IWM vs SPY: Head-to-Head Comparison
Last updated: March 2026 • Small vs Large Cap
Quick Verdict
SPY edges out IWM with a stronger Beginner Suitability Score (9 vs 8.5). It offers better overall characteristics for new investors.
Side-by-Side Comparison
Key Differences Between IWM and SPY
IWM (iShares Russell 2000 ETF) is a u.s. small-cap blend fund managed by BlackRock. IWM tracks the Russell 2000 index, which includes 2,000 small-cap U.S. companies. Small-cap stocks are younger, faster-growing companies that have historically delivered higher returns than large-caps over very long time periods, but with significantly more volatility. Beginners should view IWM as a way to add growth potential through smaller companies that could become the large-caps of tomorrow.

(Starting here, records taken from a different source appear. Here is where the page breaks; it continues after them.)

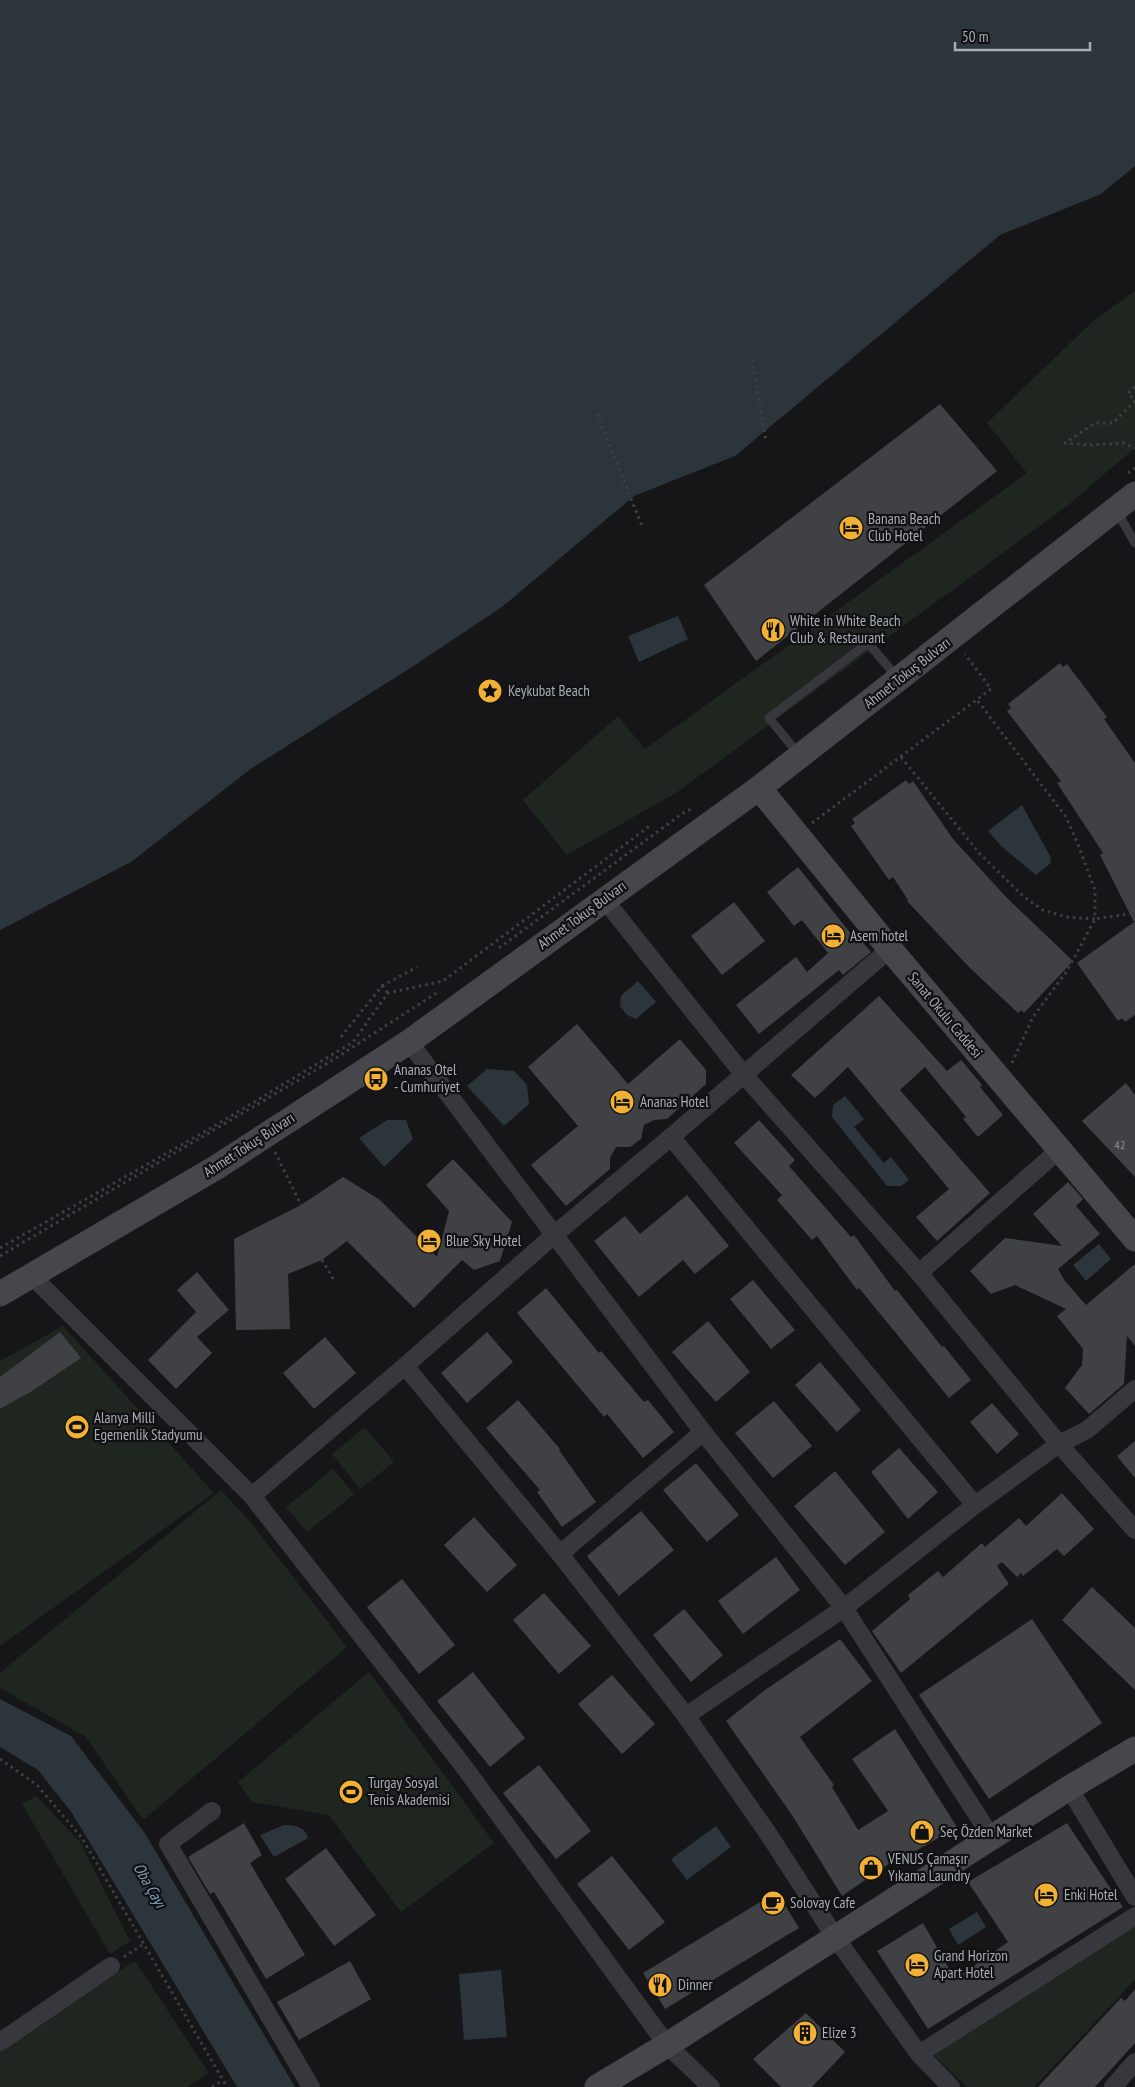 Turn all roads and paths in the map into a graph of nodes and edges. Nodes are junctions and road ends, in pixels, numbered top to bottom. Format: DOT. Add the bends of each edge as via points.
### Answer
graph roads {
  1 [pos="752,358"];
  2 [pos="1135,387"];
  3 [pos="597,414"];
  4 [pos="766,441"];
  5 [pos="1135,448"];
  6 [pos="1135,468"];
  7 [pos="1131,484"];
  8 [pos="1116,510"];
  9 [pos="642,526"];
  10 [pos="1135,543"];
  11 [pos="965,654"];
  12 [pos="899,679"];
  13 [pos="977,700"];
  14 [pos="800,756"];
  15 [pos="901,756"];
  16 [pos="759,788"];
  17 [pos="697,806"];
  18 [pos="651,824"];
  19 [pos="806,828"];
  20 [pos="604,899"];
  21 [pos="1135,913"];
  22 [pos="1095,919"];
  23 [pos="496,950"];
  24 [pos="890,950"];
  25 [pos="417,967"];
  26 [pos="382,986"];
  27 [pos="440,991"];
  28 [pos="388,993"];
  29 [pos="341,1037"];
  30 [pos="409,1042"];
  31 [pos="744,1075"];
  32 [pos="998,1079"];
  33 [pos="266,1135"];
  34 [pos="671,1137"];
  35 [pos="1059,1150"];
  36 [pos="301,1205"];
  37 [pos="554,1235"];
  38 [pos="1134,1237"];
  39 [pos="0,1248"];
  40 [pos="0,1256"];
  41 [pos="322,1260"];
  42 [pos="918,1273"];
  43 [pos="32,1276"];
  44 [pos="335,1282"];
  45 [pos="0,1294"];
  46 [pos="405,1366"];
  47 [pos="1135,1389"];
  48 [pos="703,1432"];
  49 [pos="1059,1444"];
  50 [pos="252,1496"];
  51 [pos="975,1505"];
  52 [pos="1135,1530"];
  53 [pos="560,1554"];
  54 [pos="844,1608"];
  55 [pos="686,1716"];
  56 [pos="1135,1749"];
  57 [pos="0,1759"];
  58 [pos="1069,1788"];
  59 [pos="212,1811"];
  60 [pos="992,1838"];
  61 [pos="1135,1897"];
  62 [pos="1135,1916"];
  63 [pos="835,1937"];
  64 [pos="111,1966"];
  65 [pos="0,2042"];
  66 [pos="667,2045"];
  67 [pos="919,2054"];
  68 [pos="1135,2062"];
  69 [pos="223,2080"];
  70 [pos="212,2087"];
  71 [pos="227,2087"];
  72 [pos="312,2087"];
  73 [pos="597,2087"];
  74 [pos="711,2087"];
  75 [pos="951,2087"];
  76 [pos="1113,2087"];
  1 -- 4 [label="path"];
  2 -- 5 [label="path" via="1128,393 1135,401 1113,423 1095,422 1065,443 1122,443"];
  3 -- 9 [label="path"];
  6 -- 7 [label="path"];
  7 -- 8 [label="main road, Ahmet Tokuş Bulvarı"];
  8 -- 10 [label="lane"];
  8 -- 12 [label="main road, Ahmet Tokuş Bulvarı"];
  11 -- 13 [label="path" via="991,689"];
  12 -- 14 [label="main road, Ahmet Tokuş Bulvarı"];
  12 -- 14 [label="lane" via="868,644 769,718"];
  13 -- 15 [label="path"];
  13 -- 22 [label="path" via="1066,817 1095,890"];
  14 -- 16 [label="main road, Ahmet Tokuş Bulvarı"];
  15 -- 19 [label="path"];
  15 -- 22 [label="path" via="980,854 1024,897 1043,910 1066,917"];
  16 -- 20 [label="main road, Ahmet Tokuş Bulvarı"];
  16 -- 24 [label="main road, Sanat Okulu Caddesi"];
  17 -- 23 [label="path"];
  18 -- 28 [label="path" via="443,981"];
  20 -- 30 [label="main road, Ahmet Tokuş Bulvarı"];
  20 -- 31 [label="street"];
  21 -- 22 [label="path"];
  22 -- 32 [label="path" via="1067,971 1033,1017 1010,1066"];
  24 -- 31 [label="street"];
  24 -- 32 [label="main road, Sanat Okulu Caddesi"];
  25 -- 26 [label="path"];
  26 -- 28 [label="path"];
  26 -- 29 [label="path"];
  27 -- 40 [label="path" via="336,1058"];
  28 -- 39 [label="path" via="353,1042 211,1128"];
  30 -- 33 [label="main road, Ahmet Tokuş Bulvarı"];
  30 -- 37 [label="street"];
  31 -- 34 [label="street"];
  31 -- 42 [label="street"];
  32 -- 35 [label="main road, Sanat Okulu Caddesi"];
  33 -- 36 [label="path"];
  33 -- 43 [label="main road, Ahmet Tokuş Bulvarı" via="218,1167"];
  34 -- 37 [label="street"];
  34 -- 51 [label="street"];
  35 -- 38 [label="main road, Sanat Okulu Caddesi"];
  35 -- 42 [label="street"];
  37 -- 46 [label="street"];
  37 -- 48 [label="street"];
  41 -- 44 [label="path"];
  42 -- 49 [label="street"];
  43 -- 45 [label="main road, Ahmet Tokuş Bulvarı"];
  43 -- 50 [label="street"];
  46 -- 50 [label="street"];
  46 -- 53 [label="street"];
  47 -- 49 [label="street" via="1087,1430"];
  48 -- 53 [label="street"];
  48 -- 54 [label="street"];
  49 -- 51 [label="street"];
  49 -- 52 [label="street"];
  50 -- 66 [label="street" via="462,1764"];
  51 -- 54 [label="street"];
  53 -- 55 [label="street"];
  54 -- 55 [label="street"];
  54 -- 60 [label="street"];
  55 -- 63 [label="street"];
  56 -- 58 [label="main road"];
  57 -- 69 [label="path" via="38,1785 82,1838"];
  58 -- 60 [label="main road"];
  58 -- 61 [label="street"];
  59 -- 72 [label="street" via="168,1844"];
  60 -- 63 [label="main road"];
  62 -- 67 [label="street"];
  63 -- 66 [label="main road"];
  63 -- 67 [label="street"];
  64 -- 65 [label="street"];
  66 -- 73 [label="main road"];
  66 -- 74 [label="street"];
  67 -- 75 [label="street"];
  68 -- 76 [label="street"];
  69 -- 70 [label="path"];
  69 -- 71 [label="path"];
}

SPY (SPDR S&P 500 ETF Trust) is a u.s. large-cap blend fund managed by State Street Global Advisors. SPY was the very first ETF listed in the United States and remains the most heavily traded ETF in the world. Like VOO, it tracks the S&P 500 index, but SPY is especially popular among active traders due to its enormous daily trading volume. Beginners should know that SPY and VOO hold the same stocks, but SPY has a slightly higher expense ratio.
The most notable differences are in fees (0.19% vs 9.45%), number of holdings (1,955 vs 503), and 5-year returns (8.20% vs 15.70%).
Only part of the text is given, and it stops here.